Another aspect of nippy that is really valuable is that it can save/load datasets that are parts of arbitrary datastructures. So for example you can save the result of group-by-column:


user> (def tickers (ds/group-by-column "ticker" ds-2010))
#'user/tickers
user> (type tickers)
clojure.lang.PersistentHashMap
user> (count tickers)
11532
user> (first tickers)
["RBYCF" RBYCF [261 12]:

|     low | comp_name_2 |    high | currency_code |     comp_name | m_ticker | ticker |   close |   volume | exchange |       date |    open |
|--------:|-------------|--------:|---------------|---------------|----------|--------|--------:|---------:|----------|------------|--------:|
|         |             |         |           USD | RUBICON MNRLS |     RUBI |  RBYCF | 759.677 |          |      OTC | 2010-01-01 |         |
| 795.161 |             | 827.419 |           USD | RUBICON MNRLS |     RUBI |  RBYCF | 800.000 | 3596.775 |      OTC | 2010-01-12 | 816.129 |
| 741.935 |             | 779.032 |           USD | RUBICON MNRLS |     RUBI |  RBYCF | 758.064 | 5490.292 |      OTC | 2010-01-20 | 779.032 |
| 645.161 |             | 688.710 |           USD | RUBICON MNRLS |     RUBI |  RBYCF | 682.258 | 6201.953 |      OTC | 2010-01-28 | 669.355 |
| 685.484 |             | 725.806 |           USD | RUBICON MNRLS |     RUBI |  RBYCF | 687.097 | 3491.220 |      OTC | 2010-02-08 | 714.516 |
| 750.000 |             | 783.871 |           USD | RUBICON MNRLS |     RUBI |  RBYCF | 770.968 | 2927.057 |      OTC | 2010-02-17 | 780.645 |
...

group-by andgroup-by-column` both return persistent maps of key->dataset.

user> (tech.io/put-nippy! "ticker-sorted.nippy" tickers)
nil
user> (def loaded-tickers (tech.io/get-nippy "ticker-sorted.nippy"))
#'user/loaded-tickers
user> (count loaded-tickers)
11532
user> (first loaded-tickers)
["RBYCF" RBYCF [261 12]:

|     low | comp_name_2 |    high | currency_code |     comp_name | m_ticker | ticker |   close |   volume | exchange |       date |    open |
|--------:|-------------|--------:|---------------|---------------|----------|--------|--------:|---------:|----------|------------|--------:|
|         |             |         |           USD | RUBICON MNRLS |     RUBI |  RBYCF | 759.677 |          |      OTC | 2010-01-01 |         |
| 795.161 |             | 827.419 |           USD | RUBICON MNRLS |     RUBI |  RBYCF | 800.000 | 3596.775 |      OTC | 2010-01-12 | 816.129 |
| 741.935 |             | 779.032 |           USD | RUBICON MNRLS |     RUBI |  RBYCF | 758.064 | 5490.292 |      OTC | 2010-01-20 | 779.032 |
| 645.161 |             | 688.710 |           USD | RUBICON MNRLS |     RUBI |  RBYCF | 682.258 | 6201.953 |      OTC | 2010-01-28 | 669.355 |
| 685.484 |             | 725.806 |           USD | RUBICON MNRLS |     RUBI |  RBYCF | 687.097 | 3491.220 |      OTC | 2010-02-08 | 714.516 |
| 750.000 |             | 783.871 |           USD | RUBICON MNRLS |     RUBI |  RBYCF | 770.968 | 2927.057 |      OTC | 2010-02-17 | 780.645 |

Thus datasets can be used in maps, vectors, you name it and you can load/save those really complex datastructures.
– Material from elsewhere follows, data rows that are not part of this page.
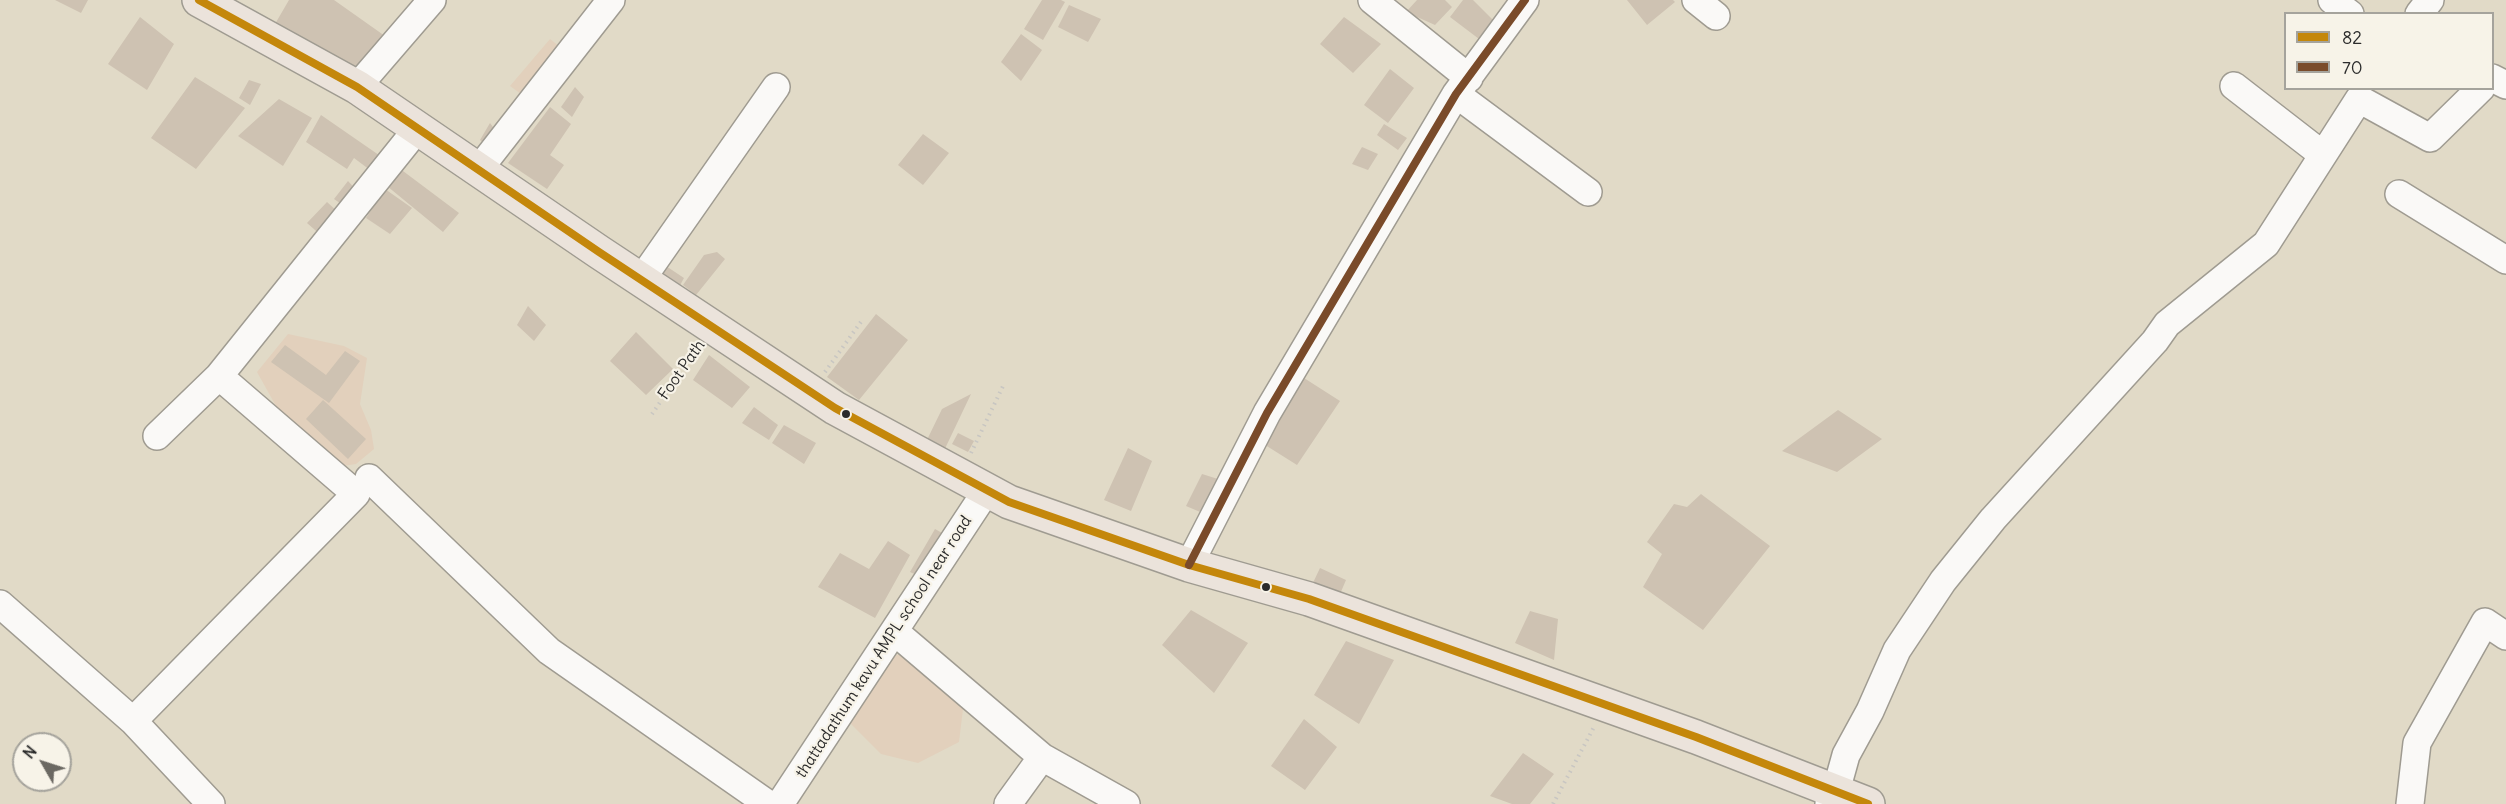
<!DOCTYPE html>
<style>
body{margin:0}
#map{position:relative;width:2506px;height:804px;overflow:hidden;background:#e1dac7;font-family:Delius,sans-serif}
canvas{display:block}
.legend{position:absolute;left:2284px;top:12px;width:210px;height:78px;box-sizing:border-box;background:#f7f3e8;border:2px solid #a5a39c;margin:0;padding:8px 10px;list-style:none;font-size:18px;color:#2b2b2b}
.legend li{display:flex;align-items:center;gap:12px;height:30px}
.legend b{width:30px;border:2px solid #a5a39c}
.north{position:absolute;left:12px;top:732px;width:60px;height:60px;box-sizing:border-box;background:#f7f3e8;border:2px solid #a5a39c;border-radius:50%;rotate:309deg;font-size:16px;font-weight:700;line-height:24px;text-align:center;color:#2b2b2b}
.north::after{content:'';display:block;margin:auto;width:21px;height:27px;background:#6b6862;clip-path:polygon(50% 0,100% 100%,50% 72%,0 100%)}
</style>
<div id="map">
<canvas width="2506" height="804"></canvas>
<ul class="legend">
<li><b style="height:8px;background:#c4870b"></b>82</li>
<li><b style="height:8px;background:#7a4b2a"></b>70</li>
</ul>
<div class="north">N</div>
</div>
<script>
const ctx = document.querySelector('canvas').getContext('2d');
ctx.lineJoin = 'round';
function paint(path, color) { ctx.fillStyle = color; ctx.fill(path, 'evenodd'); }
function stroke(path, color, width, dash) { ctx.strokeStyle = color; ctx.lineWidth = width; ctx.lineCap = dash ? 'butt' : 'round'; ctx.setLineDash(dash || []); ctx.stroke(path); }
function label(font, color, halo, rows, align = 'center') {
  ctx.font = font + ' Delius,sans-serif'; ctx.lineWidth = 4.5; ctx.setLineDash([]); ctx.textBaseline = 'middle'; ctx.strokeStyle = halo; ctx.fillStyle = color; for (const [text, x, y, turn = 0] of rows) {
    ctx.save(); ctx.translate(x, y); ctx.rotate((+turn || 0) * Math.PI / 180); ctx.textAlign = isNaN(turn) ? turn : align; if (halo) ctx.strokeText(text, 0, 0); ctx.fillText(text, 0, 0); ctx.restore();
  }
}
paint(new Path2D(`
 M550,39L578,61L539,107L510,86Z
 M288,334L344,346L367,358L360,404L371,430L374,449L356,464L336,467L276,406L257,372Z
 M906,652L963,709L959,742L918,763L881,754L839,712L885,659Z`), '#e2d0bc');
paint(new Path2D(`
 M55,0H88L81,13Z
 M289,0H334L392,41L361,78L275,24Z
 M1042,0H1061L1065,2L1043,40L1024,29Z
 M1417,0H1445L1452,7L1435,25L1406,12Z
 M1463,0H1473L1496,23L1483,42L1450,17Z
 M1627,0H1673L1675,2L1647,25Z
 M1069,5L1101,19L1088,42L1058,27Z
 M140,17L174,44L147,90L108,64Z
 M1344,17L1381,44L1353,73L1320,44Z
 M1021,34L1042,50L1021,81L1001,62Z
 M1390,69L1414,88L1388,123L1364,105Z
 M195,77L245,108L196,169L151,138Z
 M249,80L261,84L250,105L239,98Z
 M575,87L584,97L572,117L561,107Z
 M279,99L312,118L283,166L238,136Z
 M550,107L571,124L550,155L564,165L547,189L508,163Z
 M321,115L389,162L378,176L354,158L347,169L306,142Z
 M490,123L499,135L490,148L480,140Z
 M1384,124L1407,138L1398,150L1377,135Z
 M923,134L949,153L923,185L898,165Z
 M1362,147L1378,154L1368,170L1352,164Z
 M399,168L459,213L443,232L387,186Z
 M348,181L358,192L347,208L334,199Z
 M385,189L412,208L390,234L366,218Z
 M327,202L339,213L323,237L307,223Z
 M717,252L725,259L696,295L683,285L704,255Z
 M663,264L684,278L678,289L655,274Z
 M528,306L546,325L534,341L517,325Z
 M876,314L908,340L859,400L827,377Z
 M636,332L673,369L646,395L610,361Z
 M285,345L326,375L345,351L360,361L329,403L271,362Z
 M709,355L750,387L732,408L693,380Z
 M1304,378L1340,401L1297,465L1262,443Z
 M971,394L941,457L924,446L942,409Z
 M323,400L366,439L348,459L306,419Z
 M754,407L778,425L769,440L742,423Z
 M1838,410L1882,439L1837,472L1782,451Z
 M784,425L816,443L804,464L772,443Z
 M958,433L974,441L968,452L952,444Z
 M1128,448L1152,461L1131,511L1104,500Z
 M1202,474L1221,480L1205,514L1186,506Z
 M1701,494L1770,546L1703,630L1643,587L1662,554L1647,542L1674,504L1687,507Z
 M935,529L953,539L925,579L910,572Z
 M888,541L910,555L875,618L818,587L840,553L869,569Z
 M1320,568L1346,580L1340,594L1311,587Z
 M1191,610L1248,643L1214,693L1162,645Z
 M1530,611L1558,619L1554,660L1515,643Z
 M1346,641L1394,660L1359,724L1314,695Z
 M1304,719L1337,747L1305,790L1271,766Z
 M1523,753L1554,774L1530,804H1512L1490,796Z`), '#cec2b2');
const minor = new Path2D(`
 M1372,0L1469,78
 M1696,0L1716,16
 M2332,0L2350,14
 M2419,14L2430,0
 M2492,78L2506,85
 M2234,86L2323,155
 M357,87L432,0
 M1456,94L1588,192
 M479,169L611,0
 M2399,194L2506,260
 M641,280L776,87
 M157,436L219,376
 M369,478L549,651L768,804
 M1189,565L1267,413L1456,94L1525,0
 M0,604L133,721
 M894,631L1042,757L1126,804
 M211,804L133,721L356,494L219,376L418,128
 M780,804L987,490
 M1008,804L1042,757
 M1829,804L1836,791L1846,755L1870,711L1897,650L1943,581L1993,519L2155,341L2167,324L2266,244L2359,99L2430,138L2481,88
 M2410,804L2417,743L2485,622L2506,636`);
const major = new Path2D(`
 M199,0L357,87L599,252L835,408L1009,502L1189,565L1309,599L1696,737L1868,804`);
stroke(minor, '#9f9b91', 30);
stroke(major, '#9f9b91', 36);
stroke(new Path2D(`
 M825,372L863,319
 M652,414L698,347
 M971,453L1004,384
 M1553,804L1594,727`), '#c8c6c2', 4, [1.5, 4.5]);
stroke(minor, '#faf9f7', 27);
stroke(major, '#ebe3db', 33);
stroke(new Path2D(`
 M199,0L357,87L599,252L835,408L1009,502L1189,565L1309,599L1696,737L1868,804`), '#c4870b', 8);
stroke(new Path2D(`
 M1189,565L1267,413L1456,94L1525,0`), '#7a4b2a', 8);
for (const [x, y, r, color] of [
 [846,414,5,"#2b2b2b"],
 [1266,587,5,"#2b2b2b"]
]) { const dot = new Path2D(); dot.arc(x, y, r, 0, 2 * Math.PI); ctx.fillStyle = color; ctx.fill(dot); stroke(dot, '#f7f3e8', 2); }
label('16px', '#2b2b2b', '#f7f3e8', [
 ["Foot Path",682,370,-55],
 ["thattadathum kavu AMPL school near road",884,647,-57]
]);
</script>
That can be a big help for complex dataflows.

Simple Implementation

Our implementation of save/load for this pathway goes through two public functions:

  • dataset->data - Convert a dataset into a pure clojure/java datastructure suitable for serialization. Data is in arrays and string tables have been slightly deconstructed.
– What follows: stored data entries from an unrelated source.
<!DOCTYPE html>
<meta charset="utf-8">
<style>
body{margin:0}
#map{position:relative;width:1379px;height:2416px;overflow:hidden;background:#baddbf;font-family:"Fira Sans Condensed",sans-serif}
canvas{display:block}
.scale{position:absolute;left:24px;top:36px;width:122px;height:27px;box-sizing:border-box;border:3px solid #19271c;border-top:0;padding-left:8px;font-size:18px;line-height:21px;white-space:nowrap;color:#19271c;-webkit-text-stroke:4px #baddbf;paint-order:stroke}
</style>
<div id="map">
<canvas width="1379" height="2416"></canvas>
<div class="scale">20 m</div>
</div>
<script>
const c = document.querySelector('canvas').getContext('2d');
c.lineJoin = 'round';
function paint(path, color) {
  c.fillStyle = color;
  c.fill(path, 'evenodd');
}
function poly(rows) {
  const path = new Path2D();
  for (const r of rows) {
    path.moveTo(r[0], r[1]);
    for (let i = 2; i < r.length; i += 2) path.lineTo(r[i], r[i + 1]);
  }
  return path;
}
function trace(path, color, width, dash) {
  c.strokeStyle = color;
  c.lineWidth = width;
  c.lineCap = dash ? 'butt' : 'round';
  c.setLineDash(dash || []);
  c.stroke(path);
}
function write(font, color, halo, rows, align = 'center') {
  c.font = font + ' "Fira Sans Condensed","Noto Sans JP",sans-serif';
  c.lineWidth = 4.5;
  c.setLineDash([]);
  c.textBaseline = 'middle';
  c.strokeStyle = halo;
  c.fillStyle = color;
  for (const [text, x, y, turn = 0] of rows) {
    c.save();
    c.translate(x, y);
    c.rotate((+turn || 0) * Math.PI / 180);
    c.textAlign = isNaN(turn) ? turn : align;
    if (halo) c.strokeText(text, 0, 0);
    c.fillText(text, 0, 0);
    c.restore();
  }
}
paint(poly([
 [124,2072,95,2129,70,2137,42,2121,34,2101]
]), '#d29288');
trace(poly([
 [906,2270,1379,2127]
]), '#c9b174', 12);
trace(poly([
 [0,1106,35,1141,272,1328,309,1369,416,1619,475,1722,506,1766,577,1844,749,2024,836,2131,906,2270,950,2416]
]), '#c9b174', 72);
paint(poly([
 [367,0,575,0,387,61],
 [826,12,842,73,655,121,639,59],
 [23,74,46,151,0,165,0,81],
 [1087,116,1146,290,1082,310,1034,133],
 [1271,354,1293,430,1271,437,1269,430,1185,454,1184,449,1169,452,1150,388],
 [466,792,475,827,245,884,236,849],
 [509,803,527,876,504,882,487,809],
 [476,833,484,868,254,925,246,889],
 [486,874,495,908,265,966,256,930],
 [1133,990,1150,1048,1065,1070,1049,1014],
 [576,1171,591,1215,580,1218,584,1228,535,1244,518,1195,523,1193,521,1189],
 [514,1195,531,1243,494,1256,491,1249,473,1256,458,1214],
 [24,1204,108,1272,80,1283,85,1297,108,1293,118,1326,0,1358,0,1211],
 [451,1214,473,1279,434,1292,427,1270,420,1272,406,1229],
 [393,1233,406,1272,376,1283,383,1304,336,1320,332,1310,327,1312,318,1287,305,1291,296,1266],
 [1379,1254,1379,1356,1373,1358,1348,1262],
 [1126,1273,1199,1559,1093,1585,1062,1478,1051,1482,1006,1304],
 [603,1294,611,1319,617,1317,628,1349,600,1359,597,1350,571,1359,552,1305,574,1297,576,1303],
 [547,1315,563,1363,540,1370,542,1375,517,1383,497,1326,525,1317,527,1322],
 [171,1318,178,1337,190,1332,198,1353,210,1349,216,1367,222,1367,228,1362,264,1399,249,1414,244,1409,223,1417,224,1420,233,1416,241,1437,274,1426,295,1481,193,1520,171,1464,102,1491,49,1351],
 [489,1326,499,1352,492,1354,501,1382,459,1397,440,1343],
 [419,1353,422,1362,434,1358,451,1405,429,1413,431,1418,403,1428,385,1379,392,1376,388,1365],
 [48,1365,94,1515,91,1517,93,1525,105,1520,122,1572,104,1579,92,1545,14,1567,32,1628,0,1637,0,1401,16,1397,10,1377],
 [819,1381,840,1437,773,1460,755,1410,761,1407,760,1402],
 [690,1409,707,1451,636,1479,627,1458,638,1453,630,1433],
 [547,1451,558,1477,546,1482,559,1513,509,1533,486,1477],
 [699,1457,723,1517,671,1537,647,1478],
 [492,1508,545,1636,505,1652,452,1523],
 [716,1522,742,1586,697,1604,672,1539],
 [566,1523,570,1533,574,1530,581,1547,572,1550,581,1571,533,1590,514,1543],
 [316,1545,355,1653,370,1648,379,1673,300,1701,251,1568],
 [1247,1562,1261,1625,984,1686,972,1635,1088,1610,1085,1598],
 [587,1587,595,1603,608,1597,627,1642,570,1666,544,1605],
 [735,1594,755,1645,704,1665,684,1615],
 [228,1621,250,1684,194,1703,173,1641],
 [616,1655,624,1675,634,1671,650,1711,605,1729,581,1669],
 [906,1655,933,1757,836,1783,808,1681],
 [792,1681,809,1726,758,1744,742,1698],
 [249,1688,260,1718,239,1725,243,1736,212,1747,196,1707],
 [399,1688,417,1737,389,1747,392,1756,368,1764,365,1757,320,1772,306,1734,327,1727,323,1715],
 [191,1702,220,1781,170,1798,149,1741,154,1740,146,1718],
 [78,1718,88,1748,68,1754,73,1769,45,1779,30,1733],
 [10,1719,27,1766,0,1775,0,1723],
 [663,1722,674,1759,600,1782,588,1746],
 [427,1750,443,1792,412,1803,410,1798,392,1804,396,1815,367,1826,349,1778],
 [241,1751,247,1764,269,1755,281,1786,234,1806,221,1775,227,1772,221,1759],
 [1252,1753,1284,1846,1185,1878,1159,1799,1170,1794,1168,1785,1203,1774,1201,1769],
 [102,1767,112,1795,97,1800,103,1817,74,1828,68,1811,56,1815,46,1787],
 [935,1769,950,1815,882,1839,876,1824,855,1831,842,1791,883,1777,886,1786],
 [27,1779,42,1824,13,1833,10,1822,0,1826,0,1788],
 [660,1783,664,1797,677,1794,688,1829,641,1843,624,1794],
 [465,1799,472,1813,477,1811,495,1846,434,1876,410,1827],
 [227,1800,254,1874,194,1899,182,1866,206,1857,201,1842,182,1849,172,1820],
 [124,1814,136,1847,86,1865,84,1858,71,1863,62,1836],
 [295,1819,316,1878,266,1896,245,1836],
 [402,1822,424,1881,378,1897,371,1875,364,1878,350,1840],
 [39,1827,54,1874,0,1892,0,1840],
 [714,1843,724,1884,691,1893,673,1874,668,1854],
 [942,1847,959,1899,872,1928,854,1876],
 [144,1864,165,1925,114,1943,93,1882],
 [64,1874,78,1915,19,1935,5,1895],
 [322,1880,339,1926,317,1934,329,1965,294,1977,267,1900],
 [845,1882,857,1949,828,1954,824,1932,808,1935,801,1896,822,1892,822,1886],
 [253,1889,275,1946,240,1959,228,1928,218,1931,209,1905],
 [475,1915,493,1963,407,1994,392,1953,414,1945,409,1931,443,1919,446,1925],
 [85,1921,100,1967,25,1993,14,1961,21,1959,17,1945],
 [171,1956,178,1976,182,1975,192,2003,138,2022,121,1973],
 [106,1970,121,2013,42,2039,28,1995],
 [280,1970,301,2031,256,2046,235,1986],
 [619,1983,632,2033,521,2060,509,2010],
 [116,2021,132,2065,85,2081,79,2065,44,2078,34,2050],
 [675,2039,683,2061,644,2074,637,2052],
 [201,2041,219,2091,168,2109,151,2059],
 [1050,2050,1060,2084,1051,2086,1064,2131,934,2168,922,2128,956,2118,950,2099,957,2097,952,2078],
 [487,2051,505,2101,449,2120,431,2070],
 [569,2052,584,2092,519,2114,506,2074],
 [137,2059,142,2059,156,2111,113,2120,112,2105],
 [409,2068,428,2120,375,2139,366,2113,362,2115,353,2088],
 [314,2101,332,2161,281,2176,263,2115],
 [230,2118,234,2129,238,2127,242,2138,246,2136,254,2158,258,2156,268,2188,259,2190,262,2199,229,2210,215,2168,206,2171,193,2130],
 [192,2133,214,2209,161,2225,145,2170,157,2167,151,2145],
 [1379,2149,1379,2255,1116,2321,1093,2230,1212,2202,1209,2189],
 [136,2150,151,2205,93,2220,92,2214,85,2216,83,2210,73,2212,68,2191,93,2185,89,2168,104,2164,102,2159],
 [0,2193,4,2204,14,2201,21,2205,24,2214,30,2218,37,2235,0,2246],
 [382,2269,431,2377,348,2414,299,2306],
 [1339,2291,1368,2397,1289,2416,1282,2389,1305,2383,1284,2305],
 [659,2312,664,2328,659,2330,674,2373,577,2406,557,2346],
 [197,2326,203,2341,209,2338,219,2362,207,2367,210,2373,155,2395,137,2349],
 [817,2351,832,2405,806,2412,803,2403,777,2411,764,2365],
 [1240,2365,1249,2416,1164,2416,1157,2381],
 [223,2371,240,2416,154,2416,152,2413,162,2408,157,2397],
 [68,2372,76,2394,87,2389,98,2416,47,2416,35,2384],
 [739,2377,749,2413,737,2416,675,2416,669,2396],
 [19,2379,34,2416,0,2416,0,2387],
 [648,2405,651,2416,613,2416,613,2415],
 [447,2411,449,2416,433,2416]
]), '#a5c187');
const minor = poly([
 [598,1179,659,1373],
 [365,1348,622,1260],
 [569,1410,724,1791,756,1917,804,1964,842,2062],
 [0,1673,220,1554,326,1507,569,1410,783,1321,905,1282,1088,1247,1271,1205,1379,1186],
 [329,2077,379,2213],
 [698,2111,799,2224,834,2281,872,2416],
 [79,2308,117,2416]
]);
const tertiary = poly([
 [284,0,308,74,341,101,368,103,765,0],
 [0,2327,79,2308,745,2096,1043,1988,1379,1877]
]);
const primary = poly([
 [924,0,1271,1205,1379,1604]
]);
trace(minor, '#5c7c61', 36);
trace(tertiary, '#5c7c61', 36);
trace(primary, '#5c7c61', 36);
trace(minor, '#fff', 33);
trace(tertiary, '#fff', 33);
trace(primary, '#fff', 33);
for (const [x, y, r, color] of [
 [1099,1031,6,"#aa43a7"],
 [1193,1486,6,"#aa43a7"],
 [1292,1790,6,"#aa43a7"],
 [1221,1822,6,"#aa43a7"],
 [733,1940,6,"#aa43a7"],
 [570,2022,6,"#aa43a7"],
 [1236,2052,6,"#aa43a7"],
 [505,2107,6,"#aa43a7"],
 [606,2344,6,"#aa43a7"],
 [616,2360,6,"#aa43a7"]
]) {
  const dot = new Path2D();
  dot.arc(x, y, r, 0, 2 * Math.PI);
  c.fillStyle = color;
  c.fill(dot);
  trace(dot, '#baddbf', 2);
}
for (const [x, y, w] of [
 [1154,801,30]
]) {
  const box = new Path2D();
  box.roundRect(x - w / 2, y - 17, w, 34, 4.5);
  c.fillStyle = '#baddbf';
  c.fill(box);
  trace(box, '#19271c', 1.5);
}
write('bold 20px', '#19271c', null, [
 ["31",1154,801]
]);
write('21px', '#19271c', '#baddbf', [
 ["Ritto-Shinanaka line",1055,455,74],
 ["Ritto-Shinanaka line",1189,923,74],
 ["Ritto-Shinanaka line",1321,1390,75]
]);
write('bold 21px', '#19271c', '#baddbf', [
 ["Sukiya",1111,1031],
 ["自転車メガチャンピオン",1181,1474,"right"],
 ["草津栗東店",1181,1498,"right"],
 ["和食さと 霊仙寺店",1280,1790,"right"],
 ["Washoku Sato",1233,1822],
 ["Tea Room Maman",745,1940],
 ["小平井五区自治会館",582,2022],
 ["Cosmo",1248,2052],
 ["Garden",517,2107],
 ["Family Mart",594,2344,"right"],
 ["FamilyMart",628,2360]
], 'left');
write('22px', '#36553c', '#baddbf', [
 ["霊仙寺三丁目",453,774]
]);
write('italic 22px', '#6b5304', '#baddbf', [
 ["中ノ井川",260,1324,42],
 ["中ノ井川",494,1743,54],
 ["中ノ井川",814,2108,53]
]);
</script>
  • data->dataset - Given a data-description of a dataset create a new dataset. This is mainly a zero copy operation so it should be quite quick.

Near those functions you can see how easy it was to implement direct nippy support for the dataset object itself. Really nice, Nippy is truly a great library :-).